Geoffrey Chaucer wrote of the presence of bell casting when he lived above the gatehouse in Aldgate, but the earliest dated record is of Stephen Norton founding bells to the east of the City of London in 1363.
The Elizabethan bell foundry owes its origin either to Robert Doddes in 1567 or Robert Mot in 1572, operating from a site where today Commercial Street meets Whitechapel High Street. One of Mot’s bells cast in 1588 still hangs in St Clement’s Danes in the Strand were it chimes daily.
Around 1738–46, Thomas Lester re-established the bell foundry on the corner of Fieldgate Street and Whitechapel Road on a site previously occupied by the Artichoke Inn. Here the company evolved and was reconfigured through bankruptcy, multiple partnerships and changes of ownership. It was known variously as Lester, Pack & Chapman until 1818, Mears until 1865, Mears & Stainbank until 1968 and then Whitechapel Bell Foundry until 2017. A repeated pattern emerged of skilled foremen taking over as bell founders, notably Thomas Lester in 1738, Thomas Mears in 1818 and Arthur Hughes in 1904.
In 1810, Mears listed 1,858 bells cast on site since 1738, including orders for St Petersburg in 1747 and Philadelphia in 1754. The foundry’s market expanded with the Empire through the nineteenth century, supplying bells to hundreds of churches in colonies across the globe. The business also sustained itself through diversification, acquiring a reputation for Whitechapel pestles and, in 1817–18, supplying cast iron for the great staircase at Burlington House. During World War II, the foundry contributed to the war effort by casting parts for airplanes and submarines. Then, after the war, the foundry was revitalised by orders to replace church bells destroyed in the bombing.
From the reign of Elizabeth I until the reign of Elizabeth II, the story of bell founding in Whitechapel has been one of innovation and adaptation in response to changing times and technology.

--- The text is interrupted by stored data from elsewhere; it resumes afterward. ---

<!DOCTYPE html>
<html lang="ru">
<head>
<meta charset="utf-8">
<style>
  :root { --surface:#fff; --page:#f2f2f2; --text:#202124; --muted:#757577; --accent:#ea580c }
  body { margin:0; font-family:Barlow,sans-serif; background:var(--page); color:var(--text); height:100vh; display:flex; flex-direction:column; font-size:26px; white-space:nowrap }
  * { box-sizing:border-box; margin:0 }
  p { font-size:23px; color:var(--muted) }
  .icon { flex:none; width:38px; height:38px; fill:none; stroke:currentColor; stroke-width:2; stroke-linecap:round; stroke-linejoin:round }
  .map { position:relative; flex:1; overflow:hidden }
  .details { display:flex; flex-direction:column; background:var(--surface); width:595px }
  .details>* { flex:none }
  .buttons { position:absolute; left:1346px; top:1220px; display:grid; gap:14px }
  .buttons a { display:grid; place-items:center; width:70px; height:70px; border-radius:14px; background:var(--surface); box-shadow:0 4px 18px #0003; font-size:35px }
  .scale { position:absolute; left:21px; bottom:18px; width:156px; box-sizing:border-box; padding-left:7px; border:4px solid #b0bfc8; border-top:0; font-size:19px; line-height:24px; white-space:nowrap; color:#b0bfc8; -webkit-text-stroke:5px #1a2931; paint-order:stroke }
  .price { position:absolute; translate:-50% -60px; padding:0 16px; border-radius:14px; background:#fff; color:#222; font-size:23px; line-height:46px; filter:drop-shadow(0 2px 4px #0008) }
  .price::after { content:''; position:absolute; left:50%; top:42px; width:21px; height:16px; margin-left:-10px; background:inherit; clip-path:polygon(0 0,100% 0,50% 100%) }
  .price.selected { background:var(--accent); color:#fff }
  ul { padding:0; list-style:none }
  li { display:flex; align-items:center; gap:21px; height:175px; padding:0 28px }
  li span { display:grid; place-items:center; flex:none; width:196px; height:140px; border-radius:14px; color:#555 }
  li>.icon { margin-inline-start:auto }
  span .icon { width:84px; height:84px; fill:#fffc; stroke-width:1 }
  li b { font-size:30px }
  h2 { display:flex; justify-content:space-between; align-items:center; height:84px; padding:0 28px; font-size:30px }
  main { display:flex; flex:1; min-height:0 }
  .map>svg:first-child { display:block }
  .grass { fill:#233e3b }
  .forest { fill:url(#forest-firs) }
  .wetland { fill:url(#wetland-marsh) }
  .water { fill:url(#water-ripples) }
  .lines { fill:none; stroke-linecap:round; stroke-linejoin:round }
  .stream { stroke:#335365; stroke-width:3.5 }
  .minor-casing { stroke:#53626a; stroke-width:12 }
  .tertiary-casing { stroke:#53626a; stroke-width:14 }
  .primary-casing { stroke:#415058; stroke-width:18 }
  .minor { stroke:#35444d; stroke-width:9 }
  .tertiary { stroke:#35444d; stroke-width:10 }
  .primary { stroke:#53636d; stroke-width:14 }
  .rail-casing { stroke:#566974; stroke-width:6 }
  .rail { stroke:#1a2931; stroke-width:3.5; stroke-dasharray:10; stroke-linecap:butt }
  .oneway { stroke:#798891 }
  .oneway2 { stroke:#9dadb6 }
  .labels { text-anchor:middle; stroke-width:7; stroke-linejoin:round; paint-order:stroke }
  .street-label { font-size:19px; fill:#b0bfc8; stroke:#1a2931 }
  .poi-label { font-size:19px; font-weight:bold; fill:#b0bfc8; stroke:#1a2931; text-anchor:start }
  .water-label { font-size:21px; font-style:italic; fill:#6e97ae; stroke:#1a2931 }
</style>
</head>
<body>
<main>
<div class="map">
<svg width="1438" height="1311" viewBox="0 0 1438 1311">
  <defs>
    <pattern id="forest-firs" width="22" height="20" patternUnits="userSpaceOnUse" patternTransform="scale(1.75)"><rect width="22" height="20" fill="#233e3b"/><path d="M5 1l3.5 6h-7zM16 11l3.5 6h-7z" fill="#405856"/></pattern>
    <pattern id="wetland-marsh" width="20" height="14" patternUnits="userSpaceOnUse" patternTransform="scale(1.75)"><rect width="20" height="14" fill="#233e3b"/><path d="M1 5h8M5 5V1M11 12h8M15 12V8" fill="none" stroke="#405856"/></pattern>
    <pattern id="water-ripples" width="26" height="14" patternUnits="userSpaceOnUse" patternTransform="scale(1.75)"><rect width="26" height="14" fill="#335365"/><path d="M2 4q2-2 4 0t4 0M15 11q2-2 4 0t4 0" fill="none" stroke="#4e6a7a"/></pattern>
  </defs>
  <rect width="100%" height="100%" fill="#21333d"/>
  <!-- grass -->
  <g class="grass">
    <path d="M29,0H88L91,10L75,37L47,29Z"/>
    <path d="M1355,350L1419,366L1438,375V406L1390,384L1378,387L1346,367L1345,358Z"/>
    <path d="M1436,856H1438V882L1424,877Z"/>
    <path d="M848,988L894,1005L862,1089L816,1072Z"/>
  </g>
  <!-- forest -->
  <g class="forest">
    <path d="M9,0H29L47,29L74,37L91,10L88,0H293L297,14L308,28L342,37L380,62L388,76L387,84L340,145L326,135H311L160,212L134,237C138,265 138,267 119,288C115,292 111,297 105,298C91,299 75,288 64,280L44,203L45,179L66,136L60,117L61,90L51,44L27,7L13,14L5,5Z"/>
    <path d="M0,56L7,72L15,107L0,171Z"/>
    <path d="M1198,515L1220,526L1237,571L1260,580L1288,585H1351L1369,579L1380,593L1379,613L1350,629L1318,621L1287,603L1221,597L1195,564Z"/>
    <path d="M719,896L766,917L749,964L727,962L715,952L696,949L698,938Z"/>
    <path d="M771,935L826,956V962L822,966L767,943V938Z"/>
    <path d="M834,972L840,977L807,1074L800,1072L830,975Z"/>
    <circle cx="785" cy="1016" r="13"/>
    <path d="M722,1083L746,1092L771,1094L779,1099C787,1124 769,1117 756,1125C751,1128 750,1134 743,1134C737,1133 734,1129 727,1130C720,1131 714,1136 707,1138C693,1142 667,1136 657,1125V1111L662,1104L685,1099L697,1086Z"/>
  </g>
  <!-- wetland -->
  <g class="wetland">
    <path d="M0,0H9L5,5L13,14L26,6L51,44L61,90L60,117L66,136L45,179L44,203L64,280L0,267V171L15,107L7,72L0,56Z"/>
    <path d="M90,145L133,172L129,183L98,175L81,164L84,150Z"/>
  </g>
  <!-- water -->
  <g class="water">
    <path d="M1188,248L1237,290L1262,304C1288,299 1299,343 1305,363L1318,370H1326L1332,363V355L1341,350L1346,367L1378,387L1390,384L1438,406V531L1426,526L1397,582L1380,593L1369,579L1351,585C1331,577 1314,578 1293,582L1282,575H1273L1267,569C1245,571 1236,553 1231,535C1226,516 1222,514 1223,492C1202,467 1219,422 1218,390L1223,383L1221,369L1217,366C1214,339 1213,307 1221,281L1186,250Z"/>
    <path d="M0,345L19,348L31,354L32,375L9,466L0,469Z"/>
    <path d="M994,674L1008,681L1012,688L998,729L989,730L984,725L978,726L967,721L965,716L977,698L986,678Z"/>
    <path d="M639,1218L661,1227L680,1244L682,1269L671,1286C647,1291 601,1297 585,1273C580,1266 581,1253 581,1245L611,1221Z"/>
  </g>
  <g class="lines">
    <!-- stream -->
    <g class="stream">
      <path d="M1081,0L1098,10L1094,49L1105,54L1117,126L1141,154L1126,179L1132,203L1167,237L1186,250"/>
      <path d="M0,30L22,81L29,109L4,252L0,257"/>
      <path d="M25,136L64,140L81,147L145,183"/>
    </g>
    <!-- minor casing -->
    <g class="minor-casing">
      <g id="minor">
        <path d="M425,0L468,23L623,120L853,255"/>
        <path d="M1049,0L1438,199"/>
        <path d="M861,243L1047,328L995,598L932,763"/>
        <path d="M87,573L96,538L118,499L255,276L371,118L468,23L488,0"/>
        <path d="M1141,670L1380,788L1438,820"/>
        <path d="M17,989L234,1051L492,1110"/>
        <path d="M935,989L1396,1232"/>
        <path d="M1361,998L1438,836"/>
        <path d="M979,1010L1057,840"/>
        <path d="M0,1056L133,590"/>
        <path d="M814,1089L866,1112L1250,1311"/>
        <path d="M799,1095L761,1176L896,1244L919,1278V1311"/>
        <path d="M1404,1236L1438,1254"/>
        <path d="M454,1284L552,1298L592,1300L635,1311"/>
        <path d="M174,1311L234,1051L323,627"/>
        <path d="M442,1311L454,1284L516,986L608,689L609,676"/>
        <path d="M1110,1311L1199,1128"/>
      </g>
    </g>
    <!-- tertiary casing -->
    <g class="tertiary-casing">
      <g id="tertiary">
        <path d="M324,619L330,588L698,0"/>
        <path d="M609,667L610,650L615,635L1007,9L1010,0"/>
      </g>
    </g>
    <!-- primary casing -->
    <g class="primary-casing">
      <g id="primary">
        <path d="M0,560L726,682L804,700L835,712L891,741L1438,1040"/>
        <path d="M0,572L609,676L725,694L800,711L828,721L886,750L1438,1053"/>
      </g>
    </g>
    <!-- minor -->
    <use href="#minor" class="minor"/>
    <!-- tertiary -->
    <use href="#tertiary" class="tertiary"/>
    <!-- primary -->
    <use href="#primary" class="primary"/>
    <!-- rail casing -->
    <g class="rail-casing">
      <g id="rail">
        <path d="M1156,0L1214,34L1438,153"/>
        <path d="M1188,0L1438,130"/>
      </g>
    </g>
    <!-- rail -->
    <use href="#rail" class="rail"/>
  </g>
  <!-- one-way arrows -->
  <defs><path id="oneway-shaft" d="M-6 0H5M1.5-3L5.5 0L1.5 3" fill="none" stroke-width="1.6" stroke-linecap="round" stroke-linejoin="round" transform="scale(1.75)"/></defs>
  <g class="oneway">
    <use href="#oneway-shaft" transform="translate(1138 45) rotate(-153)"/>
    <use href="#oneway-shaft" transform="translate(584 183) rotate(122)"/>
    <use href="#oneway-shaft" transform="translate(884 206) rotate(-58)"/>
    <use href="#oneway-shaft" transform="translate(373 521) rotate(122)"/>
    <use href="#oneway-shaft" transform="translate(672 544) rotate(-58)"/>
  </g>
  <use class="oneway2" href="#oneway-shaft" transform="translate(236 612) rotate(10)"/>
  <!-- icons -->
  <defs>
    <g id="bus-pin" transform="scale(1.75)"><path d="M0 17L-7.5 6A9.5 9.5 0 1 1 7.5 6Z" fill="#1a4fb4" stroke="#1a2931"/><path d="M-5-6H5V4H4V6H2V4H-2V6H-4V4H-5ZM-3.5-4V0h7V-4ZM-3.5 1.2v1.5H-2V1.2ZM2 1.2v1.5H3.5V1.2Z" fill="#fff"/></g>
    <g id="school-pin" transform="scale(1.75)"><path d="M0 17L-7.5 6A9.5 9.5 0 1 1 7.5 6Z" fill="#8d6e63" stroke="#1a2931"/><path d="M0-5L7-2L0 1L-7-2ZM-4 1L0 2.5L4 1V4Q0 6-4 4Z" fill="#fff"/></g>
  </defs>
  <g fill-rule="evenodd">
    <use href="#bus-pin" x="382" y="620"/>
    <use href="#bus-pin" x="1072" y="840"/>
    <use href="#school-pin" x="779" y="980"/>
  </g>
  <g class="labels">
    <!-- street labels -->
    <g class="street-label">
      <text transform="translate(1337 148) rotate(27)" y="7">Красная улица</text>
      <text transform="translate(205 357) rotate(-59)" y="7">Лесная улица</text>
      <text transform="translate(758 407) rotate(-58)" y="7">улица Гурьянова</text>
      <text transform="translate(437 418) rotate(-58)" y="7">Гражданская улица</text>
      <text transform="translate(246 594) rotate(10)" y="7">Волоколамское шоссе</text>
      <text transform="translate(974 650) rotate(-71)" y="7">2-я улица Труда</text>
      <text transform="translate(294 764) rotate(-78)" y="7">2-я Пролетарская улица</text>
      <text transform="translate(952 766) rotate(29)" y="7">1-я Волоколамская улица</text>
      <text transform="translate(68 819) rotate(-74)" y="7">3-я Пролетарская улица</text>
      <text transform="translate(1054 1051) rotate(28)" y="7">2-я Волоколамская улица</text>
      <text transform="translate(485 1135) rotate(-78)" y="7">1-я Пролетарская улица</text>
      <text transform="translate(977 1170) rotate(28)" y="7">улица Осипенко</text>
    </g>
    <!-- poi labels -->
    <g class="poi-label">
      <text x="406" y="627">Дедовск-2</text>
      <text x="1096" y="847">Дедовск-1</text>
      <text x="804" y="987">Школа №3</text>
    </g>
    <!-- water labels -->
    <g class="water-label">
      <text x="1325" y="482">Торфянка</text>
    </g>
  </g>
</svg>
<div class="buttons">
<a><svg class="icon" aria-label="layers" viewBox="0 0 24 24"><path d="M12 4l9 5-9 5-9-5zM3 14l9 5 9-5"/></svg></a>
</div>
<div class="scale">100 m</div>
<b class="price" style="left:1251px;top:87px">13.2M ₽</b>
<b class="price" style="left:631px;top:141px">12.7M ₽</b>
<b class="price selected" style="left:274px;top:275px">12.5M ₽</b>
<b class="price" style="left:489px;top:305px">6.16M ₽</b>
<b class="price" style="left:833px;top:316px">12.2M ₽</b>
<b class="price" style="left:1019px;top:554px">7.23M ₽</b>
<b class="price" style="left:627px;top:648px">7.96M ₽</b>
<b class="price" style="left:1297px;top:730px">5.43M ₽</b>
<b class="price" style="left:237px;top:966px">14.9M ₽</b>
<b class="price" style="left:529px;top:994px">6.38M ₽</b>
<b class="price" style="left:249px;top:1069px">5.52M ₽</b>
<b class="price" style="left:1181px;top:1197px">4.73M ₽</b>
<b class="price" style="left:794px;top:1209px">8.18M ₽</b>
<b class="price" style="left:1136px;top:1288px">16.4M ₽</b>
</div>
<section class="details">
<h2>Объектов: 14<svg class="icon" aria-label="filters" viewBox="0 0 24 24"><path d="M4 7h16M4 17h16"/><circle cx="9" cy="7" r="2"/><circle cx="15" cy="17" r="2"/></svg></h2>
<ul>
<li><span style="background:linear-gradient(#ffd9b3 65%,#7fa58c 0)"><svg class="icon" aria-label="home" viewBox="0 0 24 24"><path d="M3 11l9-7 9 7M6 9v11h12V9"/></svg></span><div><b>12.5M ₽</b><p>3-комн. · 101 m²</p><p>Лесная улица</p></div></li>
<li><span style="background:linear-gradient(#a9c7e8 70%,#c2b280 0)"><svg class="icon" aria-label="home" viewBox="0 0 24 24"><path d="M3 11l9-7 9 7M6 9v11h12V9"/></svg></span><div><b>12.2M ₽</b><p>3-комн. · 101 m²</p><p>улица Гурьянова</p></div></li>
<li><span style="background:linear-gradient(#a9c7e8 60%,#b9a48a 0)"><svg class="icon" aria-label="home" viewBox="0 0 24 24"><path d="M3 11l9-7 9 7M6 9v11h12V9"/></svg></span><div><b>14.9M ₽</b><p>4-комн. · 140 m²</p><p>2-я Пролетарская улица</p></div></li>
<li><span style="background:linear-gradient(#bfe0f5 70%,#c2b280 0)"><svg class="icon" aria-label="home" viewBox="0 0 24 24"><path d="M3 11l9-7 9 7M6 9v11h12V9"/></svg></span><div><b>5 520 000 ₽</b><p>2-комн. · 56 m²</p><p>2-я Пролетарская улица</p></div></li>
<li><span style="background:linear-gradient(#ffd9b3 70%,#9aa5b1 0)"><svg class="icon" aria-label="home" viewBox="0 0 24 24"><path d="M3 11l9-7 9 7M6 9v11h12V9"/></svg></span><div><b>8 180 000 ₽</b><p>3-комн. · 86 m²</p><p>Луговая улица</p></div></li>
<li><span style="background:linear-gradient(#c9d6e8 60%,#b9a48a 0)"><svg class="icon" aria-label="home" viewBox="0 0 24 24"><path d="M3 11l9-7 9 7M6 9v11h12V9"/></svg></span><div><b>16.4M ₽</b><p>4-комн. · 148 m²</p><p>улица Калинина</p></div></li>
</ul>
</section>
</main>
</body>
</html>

The two most famous bells cast in Whitechapel are the Liberty Bell in 1752 and Big Ben in 1858, both of which have acquired international significance as symbols of hope and freedom. In 1776, the Liberty Bell became the symbol of American Independence, later adopted as a symbol of freedom by abolitionists in the nineteenth century and the civil rights movement in the twentieth century. The chimes of Big Ben are the most famous in the world, broadcast by the allies to occupied Europe during World War II as a symbol of democracy and resistance to fascism.